ABOUT THIS TASK ::
Please go line by line and repeat the data below exactly, with no images.
** DATA SHOWN follows **
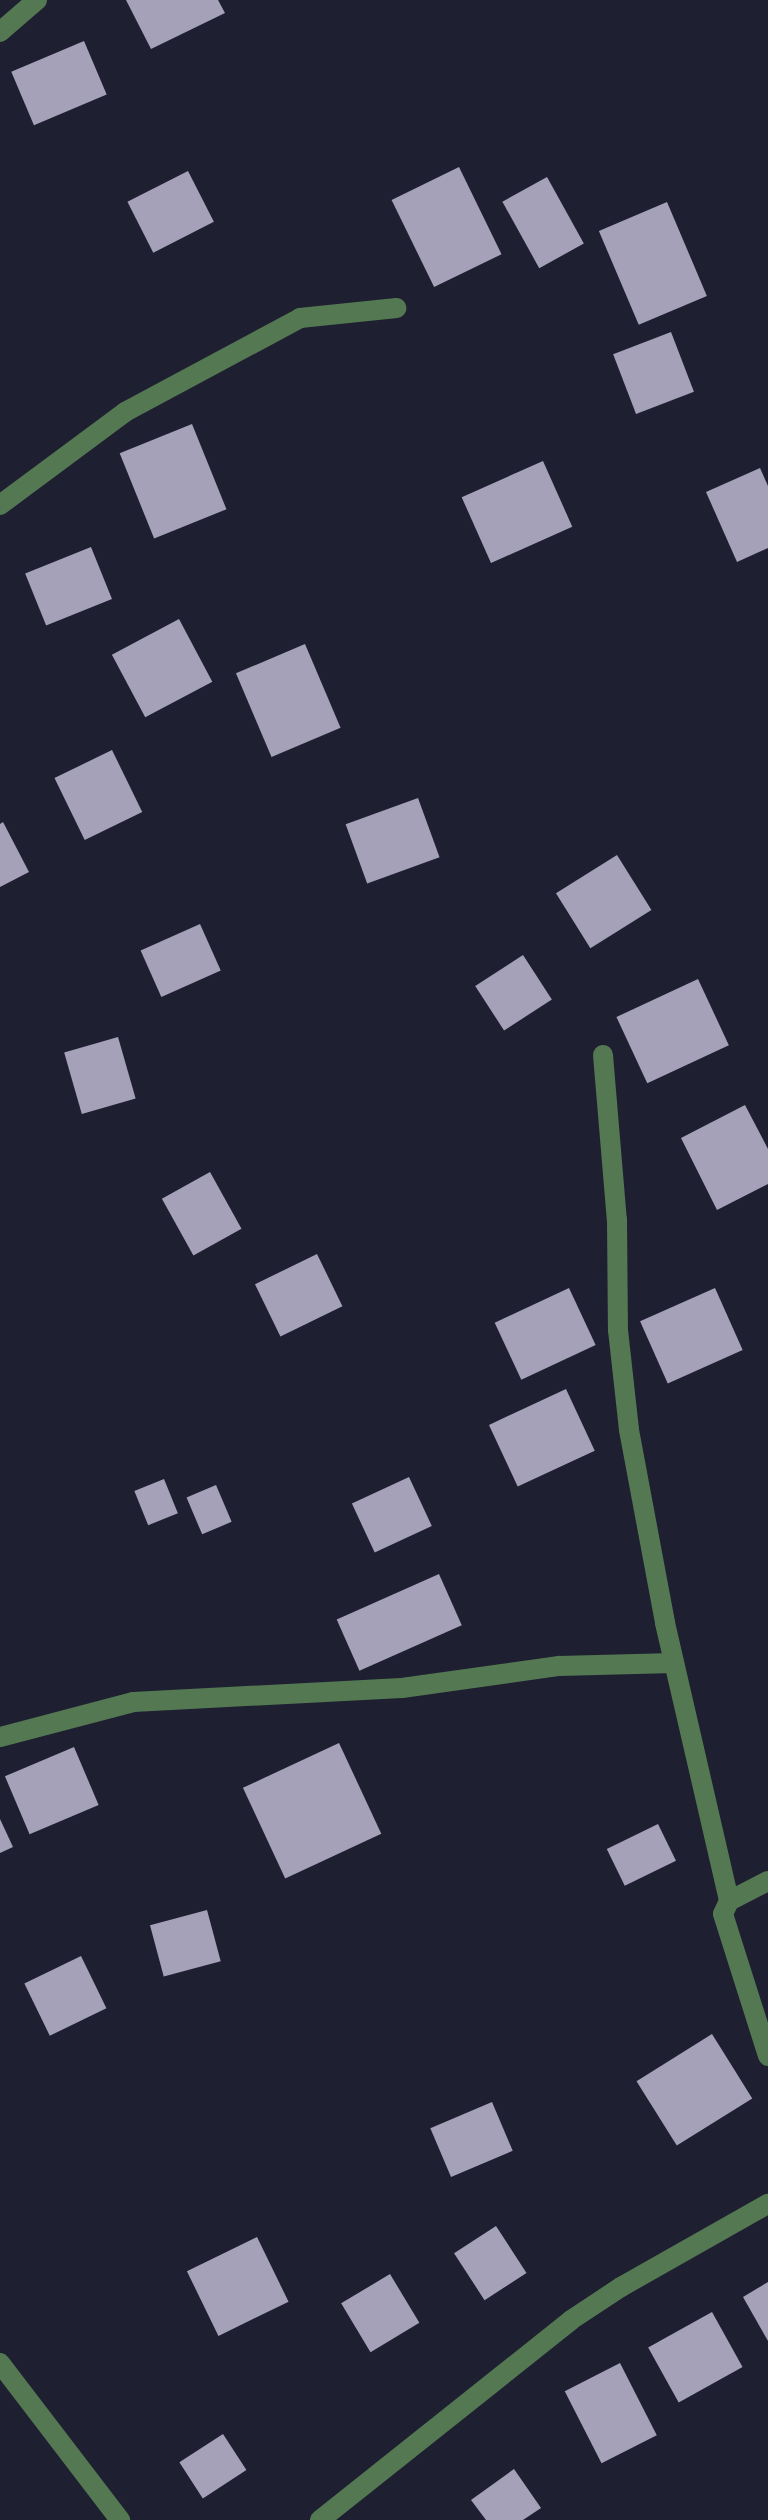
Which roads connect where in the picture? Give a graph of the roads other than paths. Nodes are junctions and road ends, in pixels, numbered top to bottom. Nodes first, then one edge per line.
1 (37, 0) edge
2 (0, 32) edge
3 (396, 308) dead end
4 (0, 505) edge
5 (603, 1055) dead end
6 (674, 1663) junction
7 (0, 1737) edge
8 (768, 1881) edge
9 (729, 1901) junction
10 (768, 2056) edge
11 (768, 2204) edge
12 (0, 2363) edge
13 (120, 2520) edge
14 (320, 2520) edge

1 - 2 street
3 - 4 street
5 - 6 street
6 - 7 street
6 - 9 street
8 - 9 street
9 - 10 street
11 - 14 street
12 - 13 street

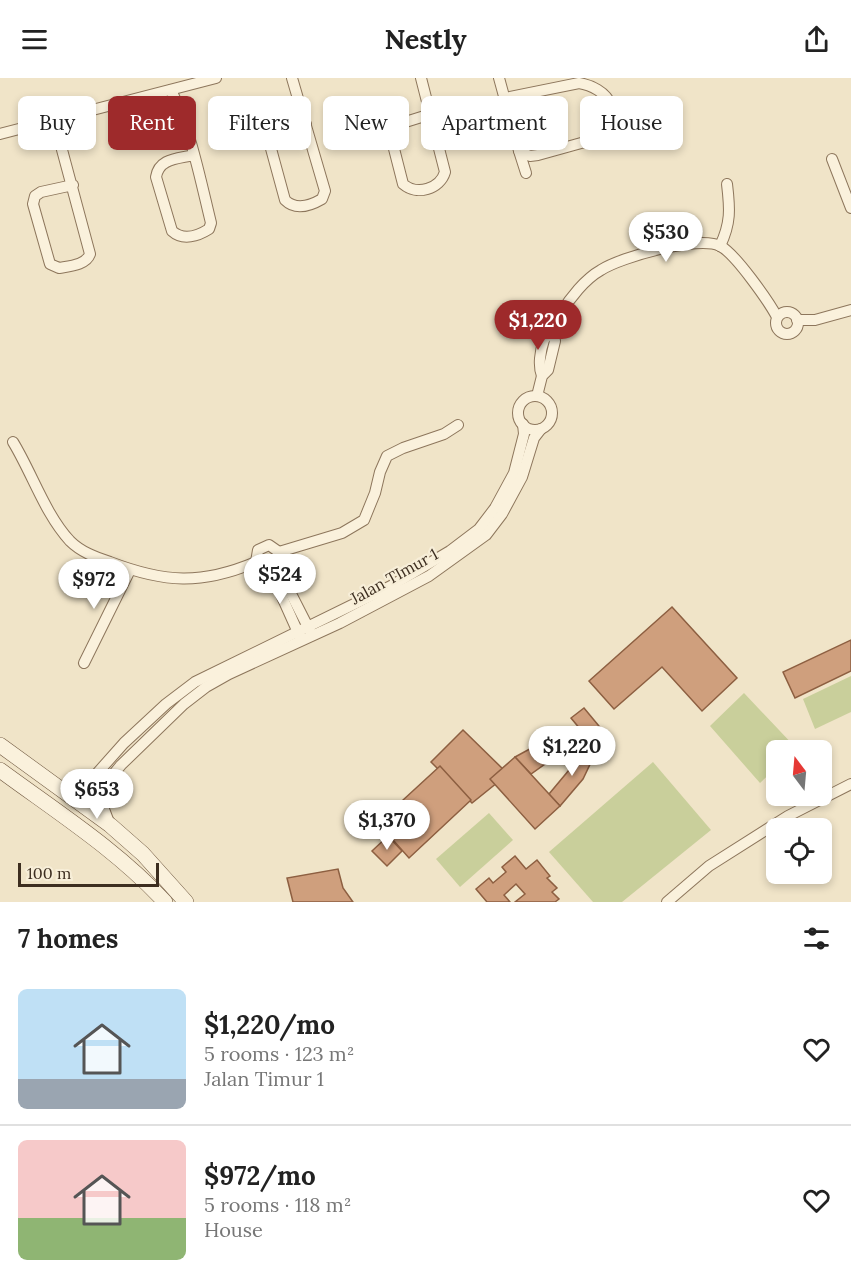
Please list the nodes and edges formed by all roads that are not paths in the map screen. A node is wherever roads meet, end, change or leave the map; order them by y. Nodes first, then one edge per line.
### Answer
1 (216, 78) edge
2 (292, 78) edge
3 (421, 78) edge
4 (499, 78) edge
5 (171, 90) junction
6 (297, 96) edge
7 (426, 96) edge
8 (504, 96) edge
9 (515, 96) edge
10 (96, 109) edge
11 (431, 114) joint
12 (306, 124) joint
13 (18, 129) edge
14 (0, 134) edge
15 (568, 147) edge
16 (63, 150) edge
17 (556, 150) edge
18 (519, 151) joint
19 (194, 155) junction
20 (832, 159) dead end
21 (526, 173) dead end
22 (727, 184) dead end
23 (73, 185) junction
24 (850, 205) edge
25 (720, 246) junction
26 (851, 310) edge
27 (777, 317) junction
28 (797, 320) junction
29 (537, 396) junction
30 (523, 424) junction
31 (458, 425) dead end
32 (541, 429) junction
33 (13, 442) dead end
34 (279, 552) junction
35 (256, 562) junction
36 (279, 564) junction
37 (130, 570) junction
38 (265, 570) junction
39 (304, 633) junction
40 (84, 663) dead end
41 (0, 745) edge
42 (0, 770) edge
43 (851, 784) edge
44 (56, 787) junction
45 (110, 825) junction
46 (165, 902) edge
47 (186, 902) edge
48 (667, 902) edge

1 - 5 street
2 - 6 street
3 - 7 street
4 - 8 street
5 - 10 street
5 - 19 street
9 - 15 street
11 - 11 street
12 - 12 street
13 - 14 street
16 - 23 street
17 - 18 street
18 - 21 street
19 - 19 street
20 - 24 street
22 - 25 street
23 - 23 street
25 - 27 street
25 - 29 street
26 - 28 street
27 - 28 street
27 - 28 street
29 - 30 street
29 - 32 street
30 - 32 street
30 - 39 street, Jalan TImur 1
31 - 34 street
32 - 39 street, Jalan TImur 1
33 - 37 street
34 - 35 street
34 - 36 street
35 - 37 street
35 - 38 street
36 - 38 street
36 - 39 street
37 - 40 street
38 - 39 street
39 - 44 street, Jalan TImur 1
39 - 45 street, Jalan TImur 1
41 - 44 main road
42 - 46 main road
43 - 48 street
44 - 45 main road
45 - 47 main road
** End of DATA SHOWN **
WORKED SOLUTION ::
Which roads connect where in the picture? Give a graph of the roads other than paths. Nodes are junctions and road ends, in pixels, numbered top to bottom. Nodes first, then one edge per line.
1 (37, 0) edge
2 (0, 32) edge
3 (396, 308) dead end
4 (0, 505) edge
5 (603, 1055) dead end
6 (674, 1663) junction
7 (0, 1737) edge
8 (768, 1881) edge
9 (729, 1901) junction
10 (768, 2056) edge
11 (768, 2204) edge
12 (0, 2363) edge
13 (120, 2520) edge
14 (320, 2520) edge

1 - 2 street
3 - 4 street
5 - 6 street
6 - 7 street
6 - 9 street
8 - 9 street
9 - 10 street
11 - 14 street
12 - 13 street

Please list the nodes and edges formed by all roads that are not paths in the map screen. A node is wherever roads meet, end, change or leave the map; order them by y. Nodes first, then one edge per line.
### Answer
1 (216, 78) edge
2 (292, 78) edge
3 (421, 78) edge
4 (499, 78) edge
5 (171, 90) junction
6 (297, 96) edge
7 (426, 96) edge
8 (504, 96) edge
9 (515, 96) edge
10 (96, 109) edge
11 (431, 114) joint
12 (306, 124) joint
13 (18, 129) edge
14 (0, 134) edge
15 (568, 147) edge
16 (63, 150) edge
17 (556, 150) edge
18 (519, 151) joint
19 (194, 155) junction
20 (832, 159) dead end
21 (526, 173) dead end
22 (727, 184) dead end
23 (73, 185) junction
24 (850, 205) edge
25 (720, 246) junction
26 (851, 310) edge
27 (777, 317) junction
28 (797, 320) junction
29 (537, 396) junction
30 (523, 424) junction
31 (458, 425) dead end
32 (541, 429) junction
33 (13, 442) dead end
34 (279, 552) junction
35 (256, 562) junction
36 (279, 564) junction
37 (130, 570) junction
38 (265, 570) junction
39 (304, 633) junction
40 (84, 663) dead end
41 (0, 745) edge
42 (0, 770) edge
43 (851, 784) edge
44 (56, 787) junction
45 (110, 825) junction
46 (165, 902) edge
47 (186, 902) edge
48 (667, 902) edge

1 - 5 street
2 - 6 street
3 - 7 street
4 - 8 street
5 - 10 street
5 - 19 street
9 - 15 street
11 - 11 street
12 - 12 street
13 - 14 street
16 - 23 street
17 - 18 street
18 - 21 street
19 - 19 street
20 - 24 street
22 - 25 street
23 - 23 street
25 - 27 street
25 - 29 street
26 - 28 street
27 - 28 street
27 - 28 street
29 - 30 street
29 - 32 street
30 - 32 street
30 - 39 street, Jalan TImur 1
31 - 34 street
32 - 39 street, Jalan TImur 1
33 - 37 street
34 - 35 street
34 - 36 street
35 - 37 street
35 - 38 street
36 - 38 street
36 - 39 street
37 - 40 street
38 - 39 street
39 - 44 street, Jalan TImur 1
39 - 45 street, Jalan TImur 1
41 - 44 main road
42 - 46 main road
43 - 48 street
44 - 45 main road
45 - 47 main road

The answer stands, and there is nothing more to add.